Abdi memutuskan menutup awal cafe miliknya, dan tetap memberi bonus yang ia janjikan pada karyawannya. Ia bergegas pulang menjemput Indah, dan akan membawa Indah dan ibunya untuk makan direstoran ternama, ia bersikap tenang, seperti tidak terjadi apa-apa. Hatinya sudah membeku, tak ingin memikirkan tentang laki-laki yang telah menghancurkan hidupnya.
Setelah sampai dirumah Masnah, Abdi langsung mengutarakan niatnya, hal itu tentu saja disambut antusias Indah, gadis manis itu langsung tersenyum sumringah, padahal tadi dia niatnya akan kembali mendiami Abdi untuk menarik perhatian suaminya itu, namun kini ia luluh, sangat rugi kata Indah jika dia menolaknya dan melewatkan momen ini.
Tak butuh waktu lama, kini mereka sampai pada restoran dibilangan Thamrin, restoran bergaya Eropa dipilih Abdi. Menaiki lift menuju lantai tiga, Abdi memilih ruang VIP khusus untuk istri dan mertuanya, ruangan itu menghadap pada pemandangan ibu kota, sehingga mereka dapat menikmati sinar sang surya yang mengeluarkan warna keemasannya
"Mas, pemandangannya cantik banget loh, kayak aku" tetap pada kenarsisanya, membuat Abdi berdecih. "Mas nggak salah ajak kita kesini? ini mewah banget loh" tetap nggak bisa elegan atau jaim sedikitpun.
"Iya Abdi, duh Ibu jadi minder datang kesini" sambung Masnah, dia meneliti penampilannya sendiri
"Nggak papa Bu sesekali"
Mulut Indah manyun, "Mas kenapa nggak bilang-bilang sih mau makan kesini?"
"Mau kasih surprise"
Abdi menjawab dengan santai, padahal dalam hatinya berharap ini bukan untuk terakhir kalinya dia bisa membawa Indah makan ditempat mewah, melihat kedatangan papanya membuatnya tak dapat mengontrol emosi, Abdi sudah bisa memperkirakan sendiri, kerugian yang akan dia tanggung kedepannya, jika anak dari papanya menuntutnya, bisa saja nanti dia meminta bantuan pada Rasya, namun Abdi tidak ingin lagi membebani sahabatnya itu.

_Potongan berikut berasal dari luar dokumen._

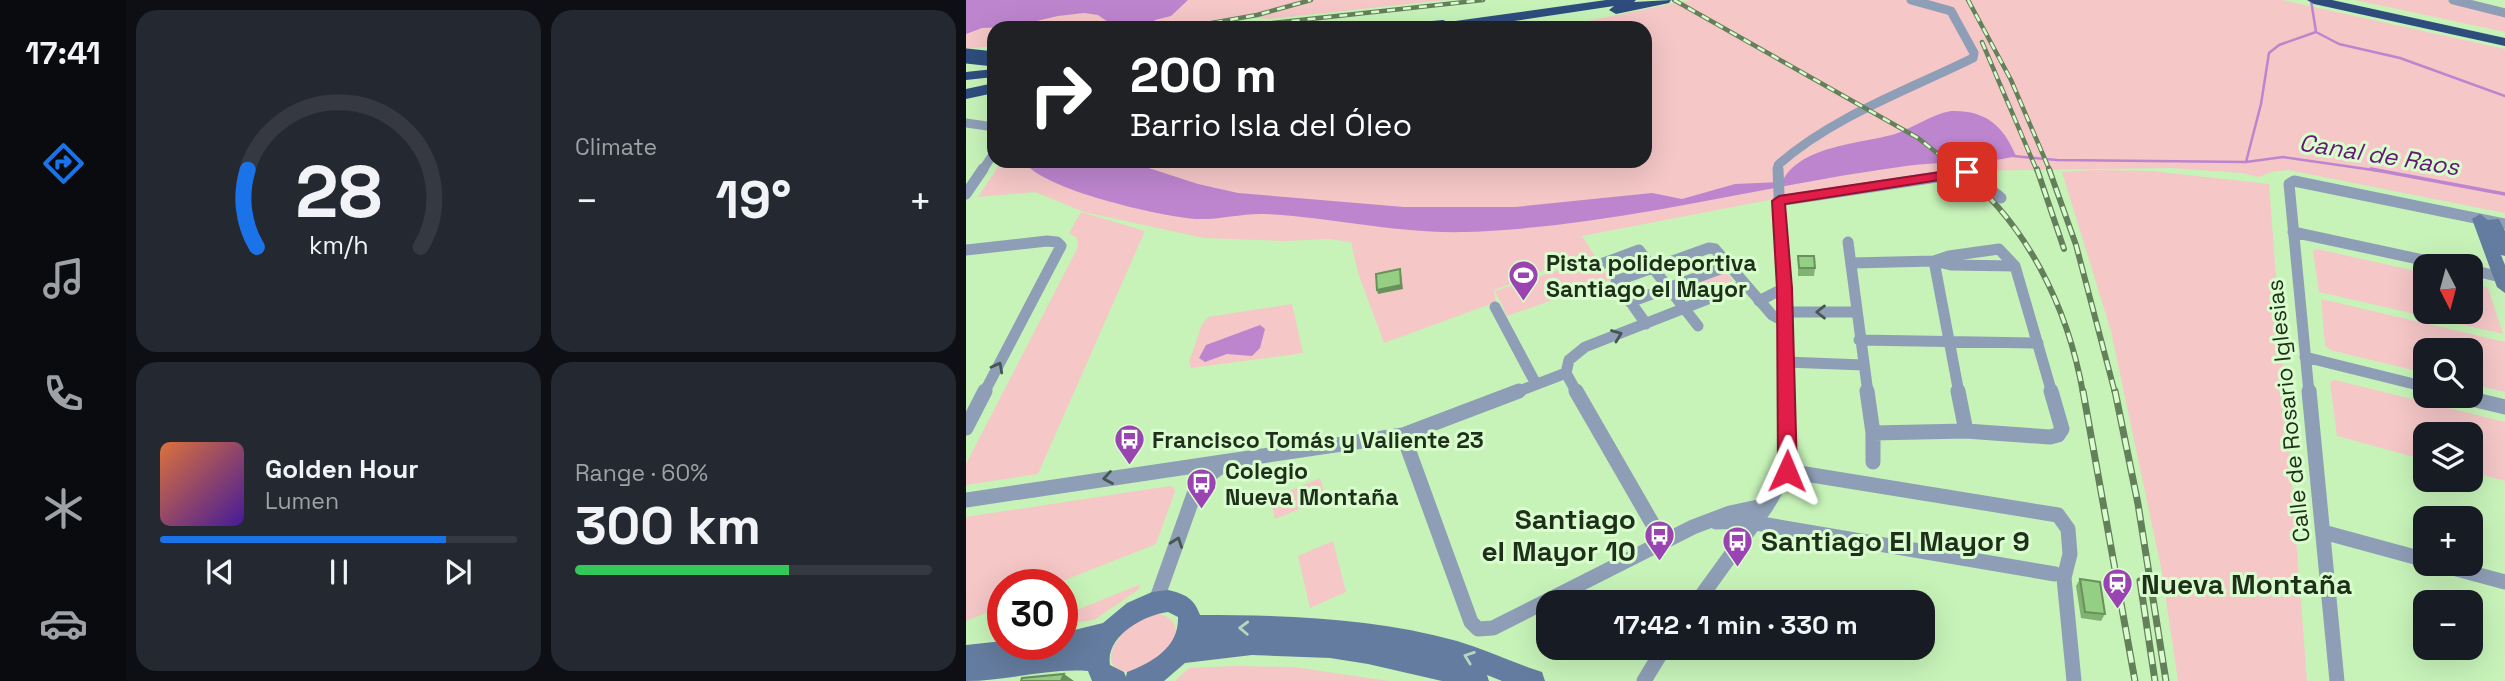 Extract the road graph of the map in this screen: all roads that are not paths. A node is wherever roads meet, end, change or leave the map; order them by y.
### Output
1 (1629, 0) edge
2 (1664, 0) edge
3 (1911, 0) edge
4 (2314, 0) edge
5 (2342, 0) edge
6 (2453, 0) edge
7 (1553, 13) junction
8 (2505, 13) edge
9 (1470, 21) edge
10 (1488, 21) edge
11 (1547, 21) edge
12 (2505, 36) edge
13 (2505, 42) edge
14 (966, 56) edge
15 (987, 58) edge
16 (987, 74) edge
17 (966, 76) edge
18 (987, 82) edge
19 (966, 84) edge
20 (987, 90) edge
21 (966, 94) edge
22 (966, 123) edge
23 (987, 126) edge
24 (987, 163) edge
25 (1778, 181) joint
26 (966, 194) edge
27 (2289, 194) junction
28 (1779, 198) junction
29 (2001, 198) dead end
30 (2494, 225) edge
31 (2293, 232) junction
32 (1848, 242) dead end
33 (966, 250) edge
34 (2505, 251) edge
35 (2413, 258) edge
36 (1934, 261) junction
37 (1852, 262) junction
38 (1728, 266) junction
39 (1653, 268) junction
40 (2483, 274) edge
41 (1616, 281) junction
42 (2504, 281) edge
43 (1744, 285) junction
44 (1669, 288) junction
45 (1784, 288) junction
46 (1759, 301) junction
47 (1630, 302) junction
48 (1495, 307) dead end
49 (1685, 309) junction
50 (1857, 312) junction
51 (1785, 317) junction
52 (1646, 324) junction
53 (1698, 326) dead end
54 (1859, 341) junction
55 (1950, 341) junction
56 (2038, 343) junction
57 (2305, 357) junction
58 (1786, 362) junction
59 (1863, 365) junction
60 (1566, 373) junction
61 (1536, 384) junction
62 (2413, 384) edge
63 (2483, 402) edge
64 (2505, 407) edge
65 (966, 428) edge
66 (1966, 431) junction
67 (1873, 433) junction
68 (1403, 435) junction
69 (1237, 458) junction
70 (1872, 462) dead end
71 (1176, 468) junction
72 (1787, 471) junction
73 (1198, 483) junction
74 (966, 500) edge
75 (1767, 505) junction
76 (1708, 522) junction
77 (1726, 522) junction
78 (1755, 524) junction
79 (2323, 532) junction
80 (1663, 542) junction
81 (1734, 550) junction
82 (2413, 556) edge
83 (2055, 574) dead end
84 (2483, 576) edge
85 (2505, 582) edge
86 (1706, 590) edge
87 (1156, 601) junction
88 (1191, 626) junction
89 (1107, 633) junction
90 (1179, 652) junction
91 (966, 657) edge
92 (1097, 660) junction
93 (1657, 660) edge
94 (966, 672) edge
95 (1115, 681) edge
96 (1136, 681) edge
97 (1477, 681) edge
98 (1533, 681) edge
99 (1644, 681) edge
100 (2074, 681) edge
101 (2337, 681) edge

1 - 7 highway
2 - 11 highway
3 - 25 street
4 - 13 highway
5 - 12 highway
6 - 8 street
7 - 9 highway
7 - 10 highway
14 - 15 highway, bridge
16 - 17 highway
18 - 19 highway
20 - 21 highway
22 - 23 street
24 - 26 street
25 - 28 street
27 - 30 street
27 - 30 street, Calle de Rosario Iglesias
27 - 31 street, Calle de Rosario Iglesias
28 - 29 street
28 - 45 street
30 - 34 main road
30 - 42 main road
31 - 35 street
31 - 57 street, Calle de Rosario Iglesias
32 - 37 street
65 -> 33 street
36 - 37 street
36 - 55 street
36 - 56 street
37 - 50 street
38 - 39 street
38 - 43 street
38 - 44 street
39 - 41 street
39 - 41 street
39 - 44 street
40 - 42 street
41 - 47 street
43 - 46 street
43 - 49 street
44 - 47 street
44 - 49 street
45 - 46 street
45 - 51 street
46 - 51 street
47 - 52 street
48 - 61 street
49 - 52 street
49 - 53 street
50 -> 51 street
50 - 54 street
51 - 58 street
60 -> 52 street
54 - 55 street
54 - 59 street
55 - 56 street
55 - 66 street
56 - 66 street
57 - 62 street
57 - 79 street, Calle de Rosario Iglesias
58 - 59 street
58 - 72 street
59 - 67 street
60 - 61 street
60 - 80 street
61 - 68 street
63 - 64 street
66 - 67 street
67 - 70 street
68 - 69 street
68 - 80 street
69 - 71 street
69 - 73 street
71 - 73 street
71 -> 74 street
72 - 75 street
72 - 100 street
87 -> 73 street
75 - 76 street
75 - 78 street
76 - 77 street
76 - 80 street
77 - 78 street
77 - 81 street
78 - 81 street
78 - 83 street
79 - 82 street
79 - 101 street, Calle de Rosario Iglesias
81 - 86 street
84 - 85 street
87 - 88 main road
87 - 89 main road
88 - 90 main road
98 -> 88 main road
89 - 91 main road
89 - 92 main road
90 - 96 main road
90 - 97 main road
92 - 94 main road
92 - 95 main road
93 - 99 street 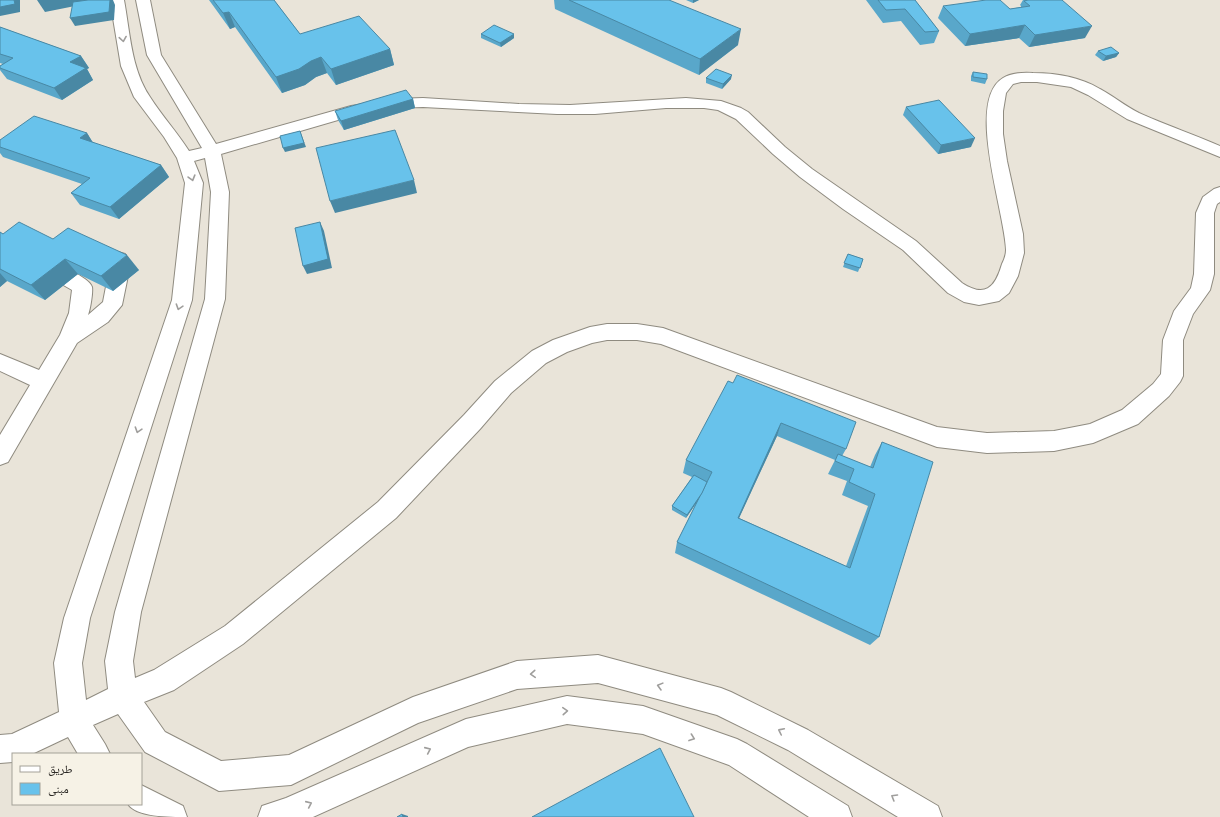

"Kalo tau kesini kan, Indah bisa pake baju yang bagusan dikit, yang seksi ya Bu" Indah menoleh pada Masnah yang duduk disampingnya.
"Lo nggak pantes pake baju seksi"
"Hmmm bilang aja mas cemburu, takut ada yang naksir sama Indah"
Abdi hanya dapat menarik nafas berat, malas berdebat, karena ada Masnah, ia tak enak.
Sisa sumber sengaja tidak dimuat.